Hospital admission is considered a health risk for older patients. Thirty-five percent of 70-year old patients experience functional decline during hospital admission in comparison with pre-illness baseline. This percentage increases to 50% for 85-year old patients . Functional decline in elderly patients is not necessarily related to the medical condition of the patient. Several other factors play a major role in the occurrence of the functional decline, including iatrogenic effects of the treatment and the effects of hospitalization, such as immobilization, isolation, and inaccessibility to fluids . Furthermore, age, lower functional status before hospital admission, impaired cognitive status, depression and prolonged length of hospital stay are significant predictors of hospital related functional decline in elderly patients [3–5]. Functional decline can be defined as a new loss of independence in self-care activities or as deterioration in self-care skills, measured on an activities of daily living (ADL) scale (e.g. bathing, dressing, transferring from bed to chair, using the toilet) and/or on an instrumental activities of daily living (IADL) scale (e.g. shopping, housekeeping, preparing meals) [6, 7]. Not only activities of daily living can be compromised. Functional decline may also result in physical and psychosocial problems, such as dehydration, malnutrition, falls, depression, and delirium [1, 2, 8].

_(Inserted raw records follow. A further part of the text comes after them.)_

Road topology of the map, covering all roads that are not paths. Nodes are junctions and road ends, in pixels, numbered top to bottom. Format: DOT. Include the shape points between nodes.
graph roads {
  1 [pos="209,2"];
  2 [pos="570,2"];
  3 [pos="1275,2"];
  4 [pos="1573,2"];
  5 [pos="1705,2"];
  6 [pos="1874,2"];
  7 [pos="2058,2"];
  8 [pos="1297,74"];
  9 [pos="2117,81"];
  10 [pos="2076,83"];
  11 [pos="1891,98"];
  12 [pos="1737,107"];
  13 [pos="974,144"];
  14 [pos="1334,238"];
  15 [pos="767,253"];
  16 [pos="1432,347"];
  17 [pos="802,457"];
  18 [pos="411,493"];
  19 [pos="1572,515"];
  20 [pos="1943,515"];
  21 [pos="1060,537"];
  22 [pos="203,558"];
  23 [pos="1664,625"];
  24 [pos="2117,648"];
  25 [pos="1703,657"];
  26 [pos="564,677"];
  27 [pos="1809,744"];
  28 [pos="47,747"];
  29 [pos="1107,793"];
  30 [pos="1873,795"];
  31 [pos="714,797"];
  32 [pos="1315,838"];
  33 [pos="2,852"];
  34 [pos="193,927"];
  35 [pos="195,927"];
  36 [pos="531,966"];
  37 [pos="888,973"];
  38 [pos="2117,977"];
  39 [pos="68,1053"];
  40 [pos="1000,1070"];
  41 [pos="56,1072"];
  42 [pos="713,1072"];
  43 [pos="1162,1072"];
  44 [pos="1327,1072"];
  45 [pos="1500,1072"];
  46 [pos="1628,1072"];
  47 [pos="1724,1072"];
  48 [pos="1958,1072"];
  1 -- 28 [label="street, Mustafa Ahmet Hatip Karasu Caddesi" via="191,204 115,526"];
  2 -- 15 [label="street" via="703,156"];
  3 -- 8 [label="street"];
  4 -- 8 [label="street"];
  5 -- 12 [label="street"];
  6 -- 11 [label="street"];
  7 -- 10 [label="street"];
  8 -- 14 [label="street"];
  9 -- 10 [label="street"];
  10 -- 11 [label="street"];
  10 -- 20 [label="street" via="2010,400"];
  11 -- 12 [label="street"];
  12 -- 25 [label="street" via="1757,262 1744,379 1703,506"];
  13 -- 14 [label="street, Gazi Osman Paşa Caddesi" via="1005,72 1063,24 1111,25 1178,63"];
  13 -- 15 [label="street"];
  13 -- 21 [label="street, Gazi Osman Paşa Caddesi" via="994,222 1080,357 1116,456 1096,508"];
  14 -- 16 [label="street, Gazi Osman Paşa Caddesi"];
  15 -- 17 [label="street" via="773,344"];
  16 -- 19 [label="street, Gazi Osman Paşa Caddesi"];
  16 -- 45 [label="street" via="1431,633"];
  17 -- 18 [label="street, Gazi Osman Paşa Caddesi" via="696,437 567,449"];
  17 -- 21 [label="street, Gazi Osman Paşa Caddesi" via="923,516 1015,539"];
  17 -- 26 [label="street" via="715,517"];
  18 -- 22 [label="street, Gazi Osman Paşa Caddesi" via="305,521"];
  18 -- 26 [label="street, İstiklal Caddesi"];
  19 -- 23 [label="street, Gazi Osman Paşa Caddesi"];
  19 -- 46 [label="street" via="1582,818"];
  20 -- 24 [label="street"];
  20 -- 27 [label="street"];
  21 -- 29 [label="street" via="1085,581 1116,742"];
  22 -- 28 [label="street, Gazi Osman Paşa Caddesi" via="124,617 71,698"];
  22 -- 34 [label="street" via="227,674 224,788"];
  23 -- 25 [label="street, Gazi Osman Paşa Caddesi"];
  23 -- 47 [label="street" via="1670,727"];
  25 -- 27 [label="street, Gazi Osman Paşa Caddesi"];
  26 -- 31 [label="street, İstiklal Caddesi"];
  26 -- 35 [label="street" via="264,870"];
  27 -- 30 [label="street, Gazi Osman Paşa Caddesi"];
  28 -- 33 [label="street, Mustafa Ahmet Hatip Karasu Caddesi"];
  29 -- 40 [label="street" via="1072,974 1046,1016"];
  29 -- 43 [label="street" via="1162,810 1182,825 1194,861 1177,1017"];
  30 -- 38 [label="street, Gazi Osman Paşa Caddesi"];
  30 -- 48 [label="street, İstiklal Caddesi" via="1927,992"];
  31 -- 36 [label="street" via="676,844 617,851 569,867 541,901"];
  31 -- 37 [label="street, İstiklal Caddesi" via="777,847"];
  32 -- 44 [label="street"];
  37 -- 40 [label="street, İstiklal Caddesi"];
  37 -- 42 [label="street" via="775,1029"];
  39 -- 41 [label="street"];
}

Our earlier research demonstrated that 47% of the group of elderly patients (> 60 years) can be considered to be at risk for functional decline during hospitalization, due to the presence of four or more risk factors, including home care, history of falls, polypharmacy, weight loss (more than one kilogram in the past month), and psychiatric symptoms (anxiety, depression) . It is anticipated that a considerable part of these elderly patients at risk require intensive reactivation during hospital admission and after discharge in a hospital replacement care facility, often due to the patient's failure to recognize the potential problems or the lack of informal caregivers.

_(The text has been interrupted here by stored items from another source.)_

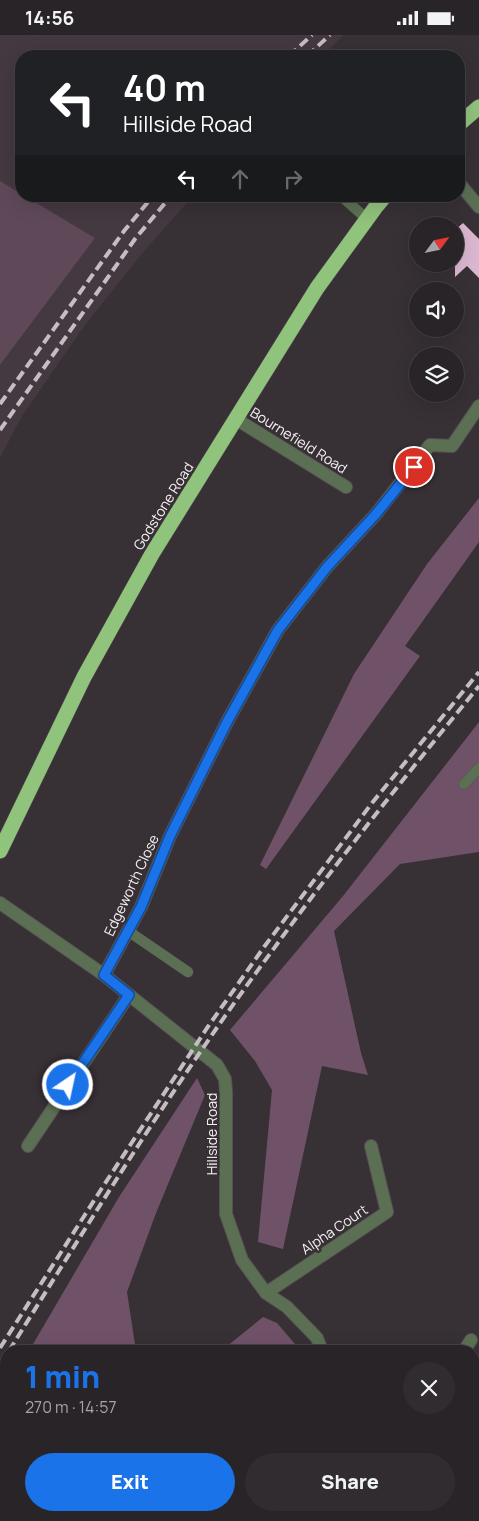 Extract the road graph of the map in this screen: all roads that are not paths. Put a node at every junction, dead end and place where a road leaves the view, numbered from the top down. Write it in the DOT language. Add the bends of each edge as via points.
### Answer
graph roads {
  1 [pos="479,107"];
  2 [pos="465,119"];
  3 [pos="465,190"];
  4 [pos="349,202"];
  5 [pos="380,202"];
  6 [pos="479,207"];
  7 [pos="367,219"];
  8 [pos="479,406"];
  9 [pos="236,419"];
  10 [pos="346,487"];
  11 [pos="479,769"];
  12 [pos="464,784"];
  13 [pos="0,851"];
  14 [pos="0,903"];
  15 [pos="128,931"];
  16 [pos="188,972"];
  17 [pos="104,975"];
  18 [pos="129,995"];
  19 [pos="28,1146"];
  20 [pos="371,1146"];
  21 [pos="266,1293"];
  22 [pos="319,1345"];
  1 -- 2 [label="highway"];
  3 -- 6 [label="street"];
  4 -- 7 [label="lane"];
  5 -- 7 [label="highway, Godstone Road"];
  7 -- 9 [label="highway, Godstone Road" via="318,288"];
  8 -- 15 [label="street, Edgeworth Close" via="452,446 430,445 278,630 170,836"];
  9 -- 10 [label="street, Bournefield Road"];
  9 -- 13 [label="highway, Godstone Road" via="152,554 94,659"];
  11 -- 12 [label="lane"];
  14 -- 17 [label="street, Hillside Road"];
  15 -- 16 [label="lane"];
  15 -- 17 [label="street, Edgeworth Close"];
  17 -- 18 [label="street, Hillside Road"];
  18 -- 19 [label="street"];
  18 -- 21 [label="street, Hillside Road" via="217,1065 225,1079 226,1214 242,1260"];
  20 -- 21 [label="street, Alpha Court" via="387,1212"];
  21 -- 22 [label="street, Hillside Road" via="287,1307"];
}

The literature demonstrates several approaches aimed at preventing functional decline in hospitalized elderly with mixed results. The Comprehensive Geriatric Assessment (CGA) comprising of a screening for risks for adverse outcomes, a diagnostic assessment on the presence of geriatric conditions and multidisciplinary tailored interventions, has most often been studied. Early screening of the elderly by means of the CGA has demonstrated a reduction in cognitive and functional decline in patients at risk [9, 10], and to retaining quality of life and independence in activities of daily living . The implementation of the CGA resulted in lower mortality rates in the elderly after six months, but not after 12 months follow-up . Multidisciplinary interventions, including physical training are associated with a reduction in functional decline [13, 14], reduced length of hospital stay at the same costs compared to 'regular care' [13–16], lower (re)admissions to hospital and nursing homes [17–19], reductions in fall incidence [15, 20], higher perceived health and life satisfaction among patients [18, 21, 22]. Evidence shows that these effects are present between six and twelve months after the start of the intervention with the largest effect at three months . Various studies have emphasized the importance of utilizing specialized geriatric units, often in combination with multidisciplinary follow up-treatment, including case management after hospital discharge with rehabilitation service [19, 23–26].

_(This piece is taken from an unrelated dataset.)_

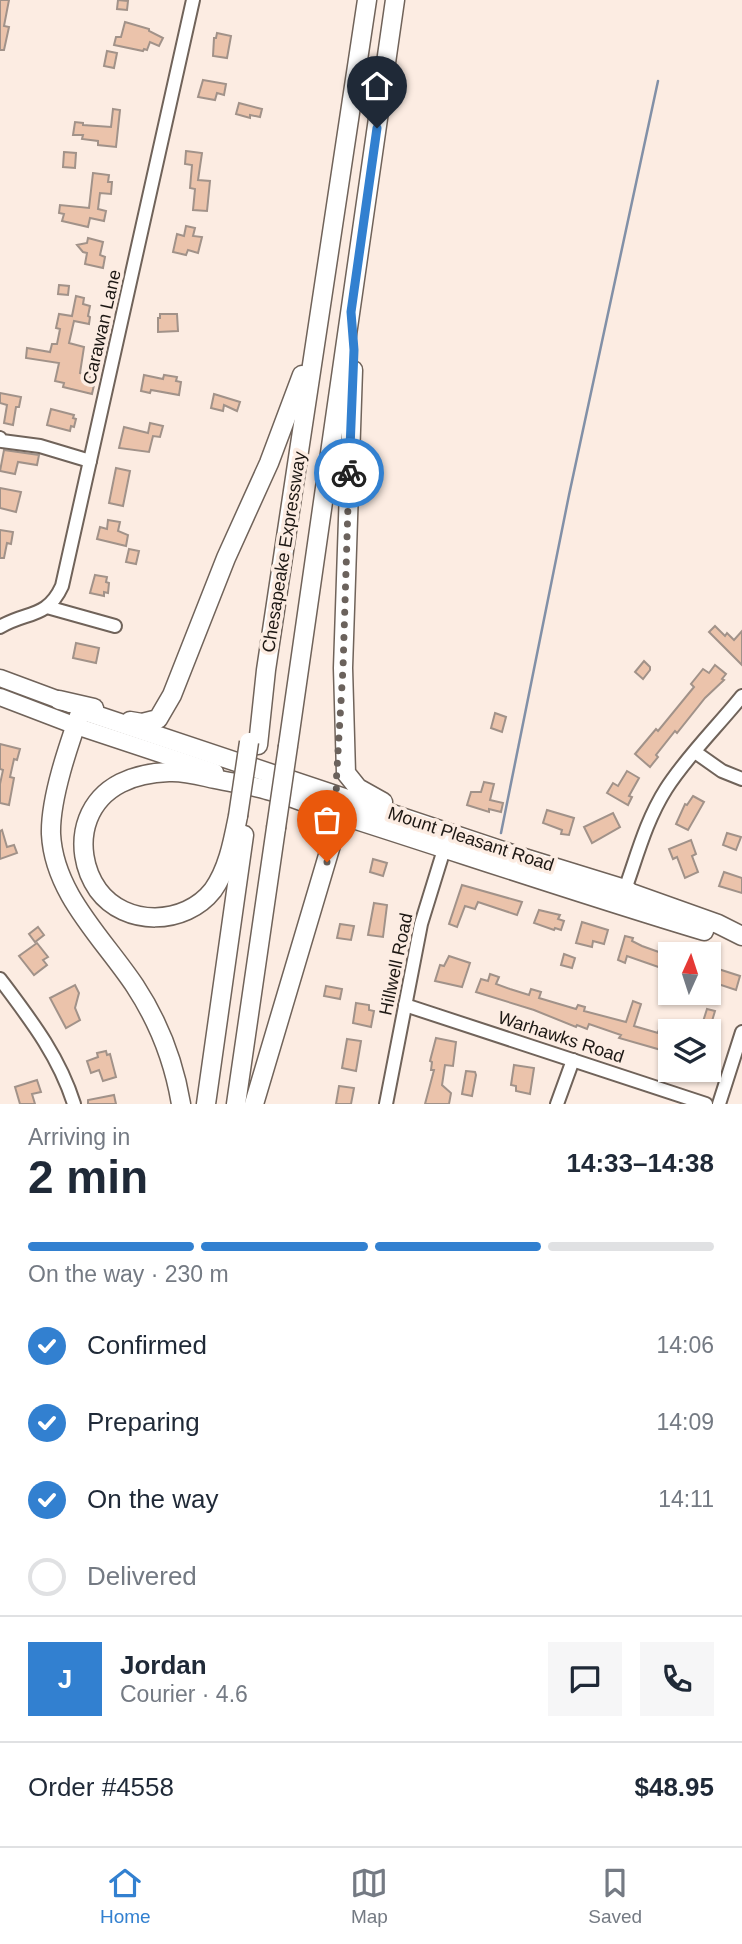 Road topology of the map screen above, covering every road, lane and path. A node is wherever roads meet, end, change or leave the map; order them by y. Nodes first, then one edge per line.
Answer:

Hospital related functional decline in elderly patients is an underestimated problem. In The Netherlands medical treatment and nursing care largely focuses on the diagnosed illness, thereby neglecting reactivation care that may prevent functional decline in the elderly patient. The Prevention and Reactivation Care Program (PReCaP) [Zorgprogramma voor Preventie en Herstel (ZPH)] was developed to address this issue by utilizing a multidisciplinary, integrated and goal-oriented approach focused at the early screening of risk factors for functional decline and the provision of a patient-oriented reactivation program. Given the large body of evidence, it is expected that this approach will lead to improved functional status and better quality of life for the elderly for twelve months after hospitalization, reductions in fall incidence, reduced length of hospital stay, lower (re)admissions to hospital and nursing homes, improved mental well-being of informal caregivers, and lower mortality [13, 15, 18, 20–23, 25, 27–30].
There is a paucity of detailed descriptions of geriatric interventions in the international literature. This paper addresses this issue by presenting an outline of the Prevention and Reactivation Care Program (PReCaP) including community involvement; the roles and responsibilities of core staff; the setting and administrative structure; the care process - including identification and screening procedure, key interventions, use of the standardized Goal Attainment Scaling (GAS) method, follow-up treatment at the Prevention and Reactivation Centre, multidisciplinary approach, case management, provision of support to informal caregivers, quality assurance measures -; and the expected outcomes and benefits.